ExpressRoute Not Advertising VNet CIDRs to AWS

Question

ExpressRoute Not Advertising VNet CIDRs to AWS

Ahmet Yavuz Demir 0

Hello Azure Support Team,

I have an ExpressRoute circuit named btcturk-global-circuit in the West Europe location (Resource Group: Pending). It is linked via Azure Private Peering to an AWS Direct Connect VIF. The BGP session is up and stable, and from the Azure side, I can see that AWS is advertising 172.25.0.0/16.
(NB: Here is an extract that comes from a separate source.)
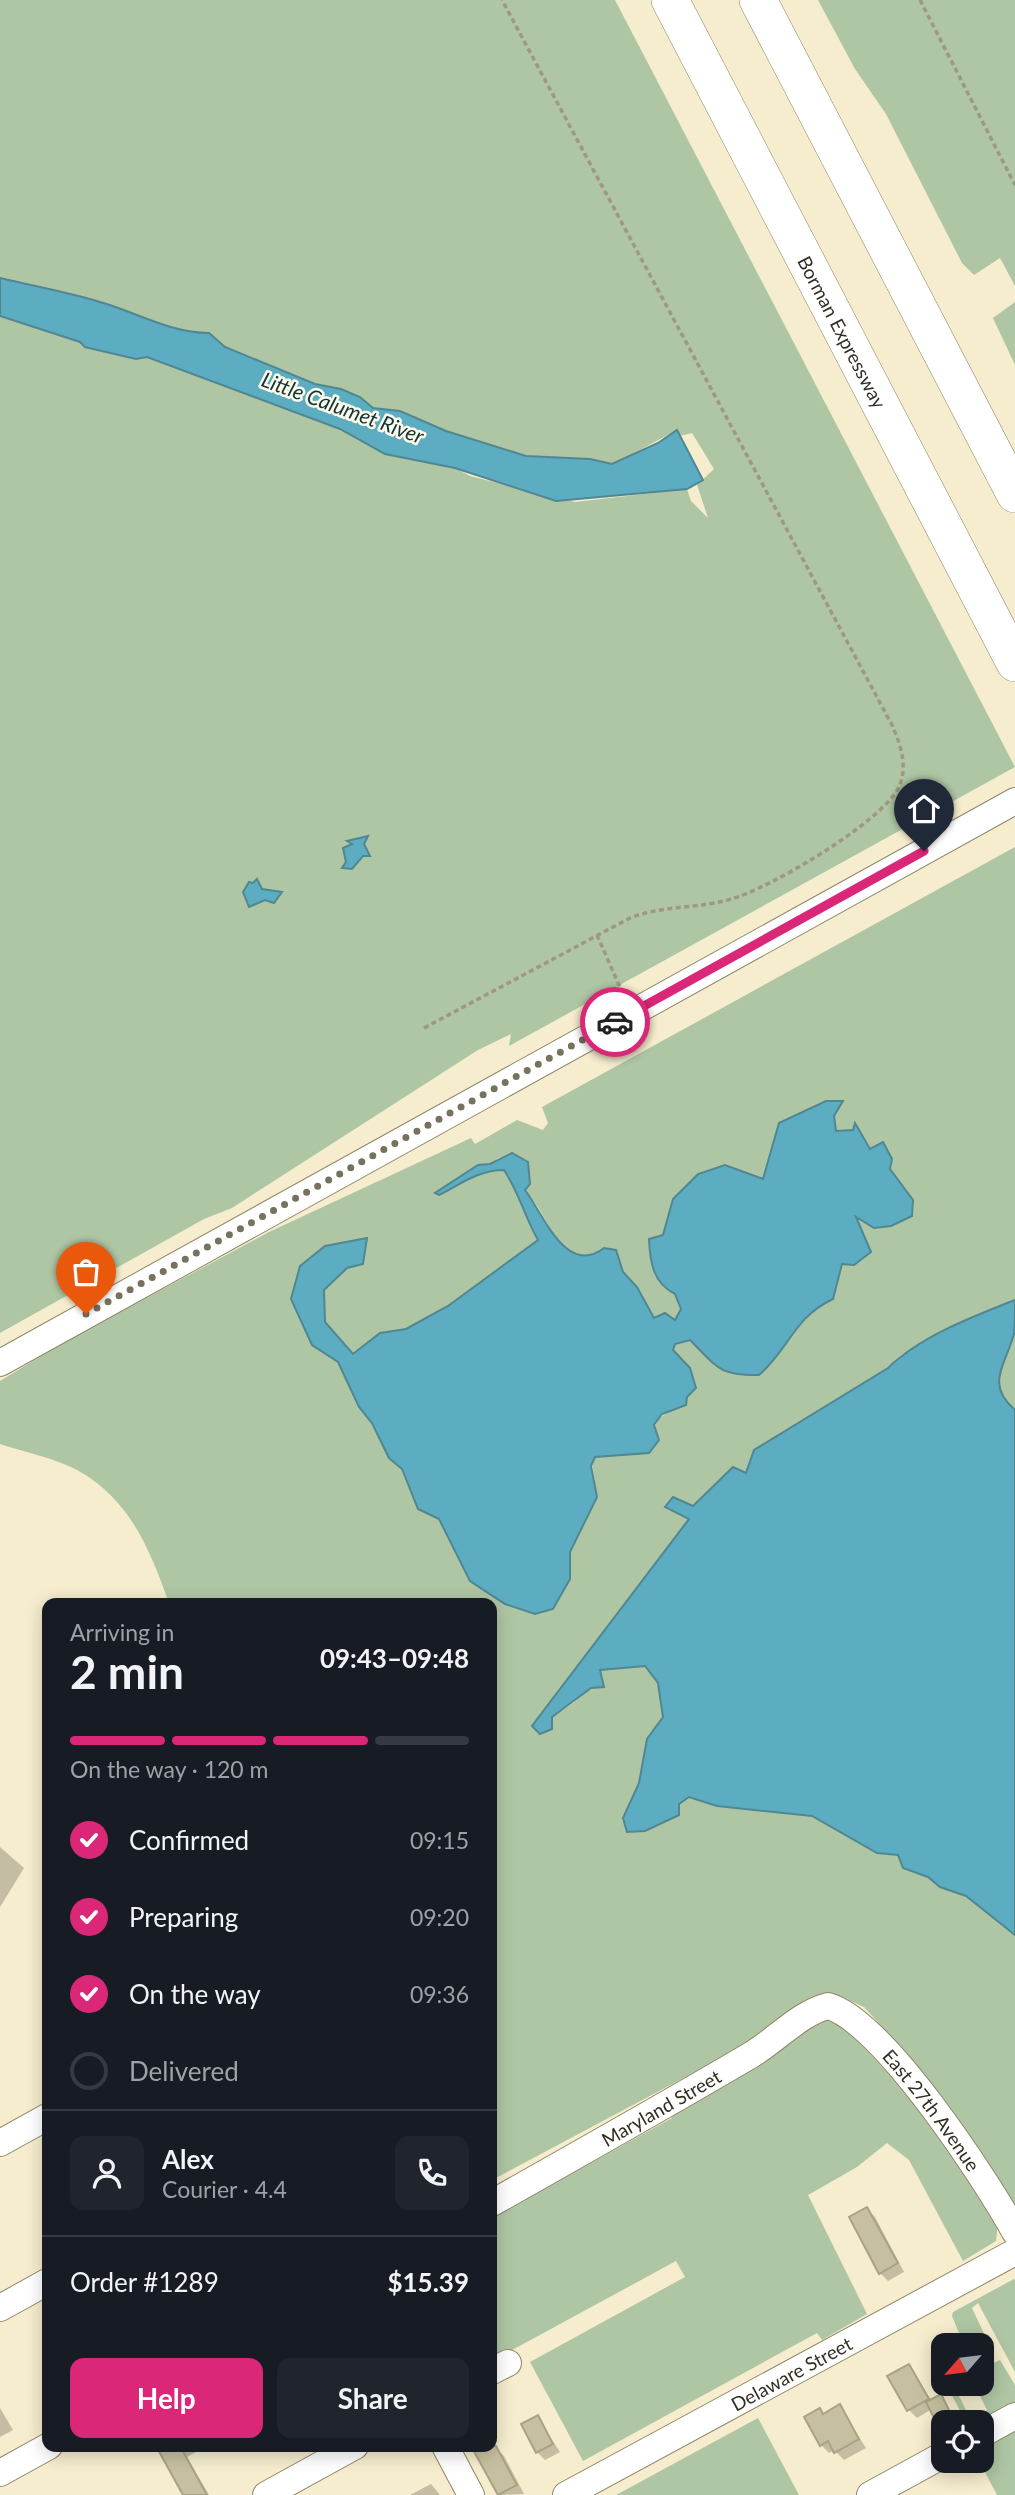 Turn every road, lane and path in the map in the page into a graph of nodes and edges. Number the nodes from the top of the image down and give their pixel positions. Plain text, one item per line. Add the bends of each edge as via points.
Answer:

However, on the AWS side, they never learn my Azure VNet CIDR (10.0.0.0/16). The AWS route table shows no propagated routes from Azure. Our ExpressRoute gateway (btcturk-vnet-gw) is in the same VNet (PendingVNet) that has the address space 10.0.0.0/16, with subnets defined (10.0.0.0/24, 10.0.1.0/24, etc.).

I suspect I need to enable Global Reach or otherwise configure the ExpressRoute circuit to advertise the Azure VNet CIDRs back to AWS. Could you please:

Confirm which steps/settings are required so that 10.0.0.0/16 is exported to AWS?
Verify if there are any route filters or additional ExpressRoute configurations I must enable to ensure that the VNet CIDRs propagate over the private peering to AWS?
Confirm there are no region constraints or SKU limitations that would prevent route advertisement from this West Europe gateway?

I appreciate your assistance troubleshooting why 10.0.0.0/16 is not seen on AWS. Please let me know what else I can provide or configure on my end to resolve this routing issue.

Thank you and kind regards,
Ahmet Yavuz Demir

Sai Prasanna Sinde 4,335 Reputation points Microsoft External Staff

2025-02-19T07:50:53.8666667+00:00

Hi @Anonymous

Welcome to the Microsoft Q&A Platform! Thank you for asking your question here.

Please try to double check the Azure Private Peering configuration for your ExpressRoute circuit. Make sure the parameters (VLAN ID, Peer ASN, Primary and Secondary Subnets & BGP Session Status) are correctly configured. Please refer the document.

ExpressRoute circuits have a maximum prefix limit that can be advertised. For Standard SKU circuits, this limit is 4,000 IPv4 prefixes, and for Premium SKU circuits, it's 10,000. Exceeding this limit can prevent route advertisements. Make sure the total number of prefixes advertised from your Azure VNet and on-premises network (AWS) doesn't exceed this limit.

Global Reach is a feature of ExpressRoute that allows you to connect your on-premises networks through their respective ExpressRoute circuits. It essentially extends your on-premises networks into Microsoft's global network. In your environment, if you have 2 different locations With ExpressRoute Global Reach, you can link ExpressRoute circuits to create a private network between your on-premises networks.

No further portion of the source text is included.